I was so lost with them around, I lost every sense of my self and I didnt make any sense. But finally I could see what exactly is happening with me when I get to visit them. I could finally see trough the game they play!!!!
But once I was back home, There was a feeling withing me saying: "you know who you are and you better continue saving your ass, so no worries. Just forget about it, you are fine!"
And thats the peace that has been freaking me out.
WHAT??? you are telling me I shouldnt worry??? you, the voice in my head????
oh wow!!!

I feel strength I have been gaining since rehab. I see how strong I am becoming. I am doing great.
I am proud of myself for the second time in my life i believe, but no matter how, I am proud and finally I see I am able to go trough big things in my life.
I feel like I control my issue pretty well at the moment.
There are of course new emotions that I dont understand and those freak me out, but my doctor says I should just stay intouch with those feelings and figure out where do they fit....to the present or past.
I live life slowly and actually not much is going on as I am still very much limited to one person a day, one trip a week etc.
but I see my bulimia as a blessing now, how good it will be to come out of this shit stronger and cannot wait for all the things to fall into places.
I am not that afraid of my own self and not that afraid of the future.
I am much closer to myself and I follow my needs bette.
I treat my body pretty well and trying to think a little less like body is a garbage and more like body is a temple. I trust my body and we get pretty well along.
Tho these days I was living more in peace, I am  even not sure if that has really been peace, as I am feeling super fat and ugly at the moment, just not paying that much attention.

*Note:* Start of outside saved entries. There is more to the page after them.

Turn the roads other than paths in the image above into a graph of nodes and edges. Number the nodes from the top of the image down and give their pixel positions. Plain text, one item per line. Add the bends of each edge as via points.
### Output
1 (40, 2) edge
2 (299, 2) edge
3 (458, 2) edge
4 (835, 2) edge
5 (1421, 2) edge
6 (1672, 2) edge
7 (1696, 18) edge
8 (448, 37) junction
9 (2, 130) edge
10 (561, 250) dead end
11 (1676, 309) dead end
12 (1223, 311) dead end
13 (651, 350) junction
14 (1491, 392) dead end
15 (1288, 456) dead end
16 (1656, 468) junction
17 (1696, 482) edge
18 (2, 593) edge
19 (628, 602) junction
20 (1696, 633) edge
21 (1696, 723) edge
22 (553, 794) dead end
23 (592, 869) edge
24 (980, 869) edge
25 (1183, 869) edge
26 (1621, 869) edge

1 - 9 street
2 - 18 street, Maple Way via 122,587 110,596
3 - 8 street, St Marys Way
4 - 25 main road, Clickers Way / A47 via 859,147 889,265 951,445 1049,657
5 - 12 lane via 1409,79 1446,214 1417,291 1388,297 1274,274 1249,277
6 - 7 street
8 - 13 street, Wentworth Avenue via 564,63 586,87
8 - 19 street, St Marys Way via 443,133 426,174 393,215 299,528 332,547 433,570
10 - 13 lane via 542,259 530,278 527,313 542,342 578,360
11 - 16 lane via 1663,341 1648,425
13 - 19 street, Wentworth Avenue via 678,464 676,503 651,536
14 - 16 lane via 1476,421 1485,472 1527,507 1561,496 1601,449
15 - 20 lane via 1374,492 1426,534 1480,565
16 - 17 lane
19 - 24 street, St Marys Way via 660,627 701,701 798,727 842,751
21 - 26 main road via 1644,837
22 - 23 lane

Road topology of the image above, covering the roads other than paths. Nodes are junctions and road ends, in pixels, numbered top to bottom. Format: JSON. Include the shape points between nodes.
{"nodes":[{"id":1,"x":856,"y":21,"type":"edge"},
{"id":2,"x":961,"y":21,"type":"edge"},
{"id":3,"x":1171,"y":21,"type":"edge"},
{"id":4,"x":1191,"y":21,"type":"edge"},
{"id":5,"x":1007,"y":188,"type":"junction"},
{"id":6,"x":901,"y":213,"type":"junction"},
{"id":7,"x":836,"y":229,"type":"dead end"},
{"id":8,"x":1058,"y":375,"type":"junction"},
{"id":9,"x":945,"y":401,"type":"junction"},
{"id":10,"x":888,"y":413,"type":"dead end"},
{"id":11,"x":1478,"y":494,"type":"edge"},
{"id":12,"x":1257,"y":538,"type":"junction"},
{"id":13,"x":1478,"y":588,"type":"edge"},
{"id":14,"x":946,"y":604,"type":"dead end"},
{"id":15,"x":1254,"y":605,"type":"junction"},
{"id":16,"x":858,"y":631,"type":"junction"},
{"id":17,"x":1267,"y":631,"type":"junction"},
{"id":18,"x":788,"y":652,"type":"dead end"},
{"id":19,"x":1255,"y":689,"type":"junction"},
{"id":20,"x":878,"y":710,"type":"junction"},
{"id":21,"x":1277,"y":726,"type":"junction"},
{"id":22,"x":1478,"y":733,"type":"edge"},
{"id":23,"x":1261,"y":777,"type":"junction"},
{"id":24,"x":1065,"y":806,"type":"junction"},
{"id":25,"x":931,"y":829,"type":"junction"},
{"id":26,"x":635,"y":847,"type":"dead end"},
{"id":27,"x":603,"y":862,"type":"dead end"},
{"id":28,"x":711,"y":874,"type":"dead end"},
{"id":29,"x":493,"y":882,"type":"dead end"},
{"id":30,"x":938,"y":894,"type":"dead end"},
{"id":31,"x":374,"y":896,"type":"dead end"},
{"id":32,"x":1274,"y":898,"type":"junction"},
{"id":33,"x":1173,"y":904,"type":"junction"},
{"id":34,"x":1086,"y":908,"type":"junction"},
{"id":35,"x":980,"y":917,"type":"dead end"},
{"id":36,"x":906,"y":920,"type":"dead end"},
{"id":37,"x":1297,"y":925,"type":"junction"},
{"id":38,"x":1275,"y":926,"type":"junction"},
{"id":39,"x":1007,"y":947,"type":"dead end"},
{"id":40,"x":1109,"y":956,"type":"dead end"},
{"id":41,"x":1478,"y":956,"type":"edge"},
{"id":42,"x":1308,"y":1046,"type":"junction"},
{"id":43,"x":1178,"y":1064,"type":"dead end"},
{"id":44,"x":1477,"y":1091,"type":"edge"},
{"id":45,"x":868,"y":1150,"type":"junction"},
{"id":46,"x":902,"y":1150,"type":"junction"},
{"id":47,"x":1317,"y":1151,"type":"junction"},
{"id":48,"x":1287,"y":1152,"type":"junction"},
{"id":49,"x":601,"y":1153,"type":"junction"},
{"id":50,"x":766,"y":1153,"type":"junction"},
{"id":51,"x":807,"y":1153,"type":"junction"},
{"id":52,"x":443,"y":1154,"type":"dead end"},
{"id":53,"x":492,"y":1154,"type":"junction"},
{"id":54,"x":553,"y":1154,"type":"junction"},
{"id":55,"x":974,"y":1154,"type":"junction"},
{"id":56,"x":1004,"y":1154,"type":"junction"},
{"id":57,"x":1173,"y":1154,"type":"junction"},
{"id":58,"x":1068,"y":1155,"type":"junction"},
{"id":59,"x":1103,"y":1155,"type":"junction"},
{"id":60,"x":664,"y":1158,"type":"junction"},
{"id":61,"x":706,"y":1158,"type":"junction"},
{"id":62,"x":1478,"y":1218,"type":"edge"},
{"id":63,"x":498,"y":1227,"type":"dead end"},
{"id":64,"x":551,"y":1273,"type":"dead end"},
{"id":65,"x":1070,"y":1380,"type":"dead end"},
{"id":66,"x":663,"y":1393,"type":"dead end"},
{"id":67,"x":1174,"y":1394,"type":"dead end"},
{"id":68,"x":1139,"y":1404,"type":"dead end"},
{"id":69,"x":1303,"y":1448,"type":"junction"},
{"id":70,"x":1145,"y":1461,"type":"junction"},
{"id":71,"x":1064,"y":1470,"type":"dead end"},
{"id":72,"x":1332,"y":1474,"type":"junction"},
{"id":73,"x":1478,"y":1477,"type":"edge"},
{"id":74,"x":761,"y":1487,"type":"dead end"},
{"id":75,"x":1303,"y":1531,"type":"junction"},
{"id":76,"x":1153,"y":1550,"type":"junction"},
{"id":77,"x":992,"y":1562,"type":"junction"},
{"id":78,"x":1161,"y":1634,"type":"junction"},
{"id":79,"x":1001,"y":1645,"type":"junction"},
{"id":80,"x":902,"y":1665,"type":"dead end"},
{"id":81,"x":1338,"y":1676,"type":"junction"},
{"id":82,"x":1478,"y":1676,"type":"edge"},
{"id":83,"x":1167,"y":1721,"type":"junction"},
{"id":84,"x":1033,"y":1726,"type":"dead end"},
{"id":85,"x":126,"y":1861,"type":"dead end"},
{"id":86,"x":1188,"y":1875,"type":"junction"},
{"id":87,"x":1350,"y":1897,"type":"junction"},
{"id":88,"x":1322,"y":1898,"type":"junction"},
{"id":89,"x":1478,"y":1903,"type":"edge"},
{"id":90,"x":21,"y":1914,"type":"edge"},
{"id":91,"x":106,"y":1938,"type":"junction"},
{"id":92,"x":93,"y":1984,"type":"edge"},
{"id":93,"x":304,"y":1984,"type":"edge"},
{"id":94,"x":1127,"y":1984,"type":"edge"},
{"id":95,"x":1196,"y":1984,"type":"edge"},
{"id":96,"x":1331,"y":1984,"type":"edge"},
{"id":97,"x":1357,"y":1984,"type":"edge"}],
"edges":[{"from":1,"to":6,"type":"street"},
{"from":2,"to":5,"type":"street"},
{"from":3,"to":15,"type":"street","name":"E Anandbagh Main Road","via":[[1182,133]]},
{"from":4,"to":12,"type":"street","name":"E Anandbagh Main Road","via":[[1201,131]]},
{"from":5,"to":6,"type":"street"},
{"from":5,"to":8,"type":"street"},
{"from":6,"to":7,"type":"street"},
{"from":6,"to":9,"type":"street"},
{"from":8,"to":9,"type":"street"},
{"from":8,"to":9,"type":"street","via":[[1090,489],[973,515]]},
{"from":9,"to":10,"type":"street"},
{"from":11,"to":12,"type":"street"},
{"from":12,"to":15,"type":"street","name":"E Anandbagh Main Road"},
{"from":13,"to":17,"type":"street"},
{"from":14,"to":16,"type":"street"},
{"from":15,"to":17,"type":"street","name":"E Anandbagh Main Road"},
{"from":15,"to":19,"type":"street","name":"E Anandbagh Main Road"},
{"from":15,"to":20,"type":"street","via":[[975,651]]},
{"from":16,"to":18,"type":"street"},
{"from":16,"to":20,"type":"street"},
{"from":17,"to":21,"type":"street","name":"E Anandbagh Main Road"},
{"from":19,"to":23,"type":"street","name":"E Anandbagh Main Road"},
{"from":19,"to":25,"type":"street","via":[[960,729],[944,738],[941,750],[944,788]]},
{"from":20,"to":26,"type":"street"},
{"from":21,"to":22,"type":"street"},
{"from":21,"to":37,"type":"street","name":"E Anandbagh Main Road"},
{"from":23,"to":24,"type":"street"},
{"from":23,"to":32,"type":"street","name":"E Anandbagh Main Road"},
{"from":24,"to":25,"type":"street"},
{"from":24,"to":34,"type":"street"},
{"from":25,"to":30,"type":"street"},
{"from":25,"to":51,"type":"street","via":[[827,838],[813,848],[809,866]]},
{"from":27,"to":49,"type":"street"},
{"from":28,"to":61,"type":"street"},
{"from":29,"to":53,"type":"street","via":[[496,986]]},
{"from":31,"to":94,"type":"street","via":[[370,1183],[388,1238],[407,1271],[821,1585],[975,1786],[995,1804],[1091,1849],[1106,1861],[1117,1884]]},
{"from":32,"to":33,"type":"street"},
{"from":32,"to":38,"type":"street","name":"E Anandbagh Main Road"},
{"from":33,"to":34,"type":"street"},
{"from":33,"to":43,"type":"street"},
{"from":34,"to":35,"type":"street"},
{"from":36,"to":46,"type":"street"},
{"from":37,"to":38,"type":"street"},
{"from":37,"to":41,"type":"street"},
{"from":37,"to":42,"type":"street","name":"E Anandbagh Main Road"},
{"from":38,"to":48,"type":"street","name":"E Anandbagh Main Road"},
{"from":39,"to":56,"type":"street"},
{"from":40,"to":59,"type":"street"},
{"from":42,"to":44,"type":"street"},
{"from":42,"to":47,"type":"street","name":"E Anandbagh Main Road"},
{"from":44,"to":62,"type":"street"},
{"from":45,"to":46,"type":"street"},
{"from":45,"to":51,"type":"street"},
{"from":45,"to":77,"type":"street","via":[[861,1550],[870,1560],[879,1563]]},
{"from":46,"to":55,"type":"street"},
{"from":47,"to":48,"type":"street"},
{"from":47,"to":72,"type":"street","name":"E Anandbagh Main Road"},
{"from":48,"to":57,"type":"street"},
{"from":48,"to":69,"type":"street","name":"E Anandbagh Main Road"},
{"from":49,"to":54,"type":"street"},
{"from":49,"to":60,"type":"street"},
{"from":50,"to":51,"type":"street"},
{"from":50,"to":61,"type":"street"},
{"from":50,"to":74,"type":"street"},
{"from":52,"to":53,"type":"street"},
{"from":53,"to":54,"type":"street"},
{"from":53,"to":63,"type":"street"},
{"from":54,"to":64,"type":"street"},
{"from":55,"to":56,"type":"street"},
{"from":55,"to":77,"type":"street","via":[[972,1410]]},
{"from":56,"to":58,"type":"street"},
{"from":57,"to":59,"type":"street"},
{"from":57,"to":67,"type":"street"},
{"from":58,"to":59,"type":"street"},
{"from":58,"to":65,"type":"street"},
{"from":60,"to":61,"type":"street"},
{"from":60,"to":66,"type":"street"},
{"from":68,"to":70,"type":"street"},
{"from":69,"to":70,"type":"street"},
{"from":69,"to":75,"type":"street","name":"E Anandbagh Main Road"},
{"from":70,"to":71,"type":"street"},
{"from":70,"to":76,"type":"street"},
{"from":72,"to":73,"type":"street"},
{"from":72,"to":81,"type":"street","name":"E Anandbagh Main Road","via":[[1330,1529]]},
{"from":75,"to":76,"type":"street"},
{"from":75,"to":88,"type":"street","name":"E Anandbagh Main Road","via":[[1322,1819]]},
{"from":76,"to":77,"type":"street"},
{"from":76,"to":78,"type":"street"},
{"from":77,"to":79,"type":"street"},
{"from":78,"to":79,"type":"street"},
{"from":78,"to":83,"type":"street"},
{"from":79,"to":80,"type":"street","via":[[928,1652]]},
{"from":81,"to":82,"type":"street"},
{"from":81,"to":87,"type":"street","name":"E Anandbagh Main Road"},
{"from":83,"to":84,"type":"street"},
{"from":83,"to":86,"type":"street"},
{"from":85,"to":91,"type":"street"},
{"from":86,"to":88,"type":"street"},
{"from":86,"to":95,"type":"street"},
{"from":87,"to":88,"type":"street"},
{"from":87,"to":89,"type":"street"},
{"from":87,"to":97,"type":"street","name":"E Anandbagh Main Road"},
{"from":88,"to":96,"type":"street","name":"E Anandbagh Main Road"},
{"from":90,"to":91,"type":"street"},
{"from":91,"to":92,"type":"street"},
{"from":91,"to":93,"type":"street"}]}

There is still every single days that starts with a check up in the mirror and I have not been happy with what I've seen. I still put big fight with every meal that comes up and after every meal I quickly count the calories I consumed and in a case my meal was too big for my mind, I always make quick diet plan: No eating.
But so far, with the strength and that peace, I have been dealing with my bulimia successfully!

If I get over bulimia, there is good future waiting for me.